EXERCISE PROMPT >> Repeat the entries exactly. Leave nothing out.

ENTRIES SUPPLIED >>
========================

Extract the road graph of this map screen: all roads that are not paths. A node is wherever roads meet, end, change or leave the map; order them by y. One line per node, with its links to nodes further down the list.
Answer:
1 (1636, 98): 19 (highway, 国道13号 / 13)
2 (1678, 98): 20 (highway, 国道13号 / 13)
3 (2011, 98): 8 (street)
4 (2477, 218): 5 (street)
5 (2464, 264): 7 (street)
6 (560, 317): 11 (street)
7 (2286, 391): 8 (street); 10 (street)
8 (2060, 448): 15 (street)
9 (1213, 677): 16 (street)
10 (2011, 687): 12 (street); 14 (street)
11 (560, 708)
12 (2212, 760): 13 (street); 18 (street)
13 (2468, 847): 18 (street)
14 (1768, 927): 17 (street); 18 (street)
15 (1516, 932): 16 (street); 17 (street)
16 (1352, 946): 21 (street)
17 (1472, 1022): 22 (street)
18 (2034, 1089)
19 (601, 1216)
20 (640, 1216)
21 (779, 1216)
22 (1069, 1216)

========================

RESPONSE BELOW >>
Extract the road graph of this map screen: all roads that are not paths. A node is wherever roads meet, end, change or leave the map; order them by y. One line per node, with its links to nodes further down the list.
Answer:
1 (1636, 98): 19 (highway, 国道13号 / 13)
2 (1678, 98): 20 (highway, 国道13号 / 13)
3 (2011, 98): 8 (street)
4 (2477, 218): 5 (street)
5 (2464, 264): 7 (street)
6 (560, 317): 11 (street)
7 (2286, 391): 8 (street); 10 (street)
8 (2060, 448): 15 (street)
9 (1213, 677): 16 (street)
10 (2011, 687): 12 (street); 14 (street)
11 (560, 708)
12 (2212, 760): 13 (street); 18 (street)
13 (2468, 847): 18 (street)
14 (1768, 927): 17 (street); 18 (street)
15 (1516, 932): 16 (street); 17 (street)
16 (1352, 946): 21 (street)
17 (1472, 1022): 22 (street)
18 (2034, 1089)
19 (601, 1216)
20 (640, 1216)
21 (779, 1216)
22 (1069, 1216)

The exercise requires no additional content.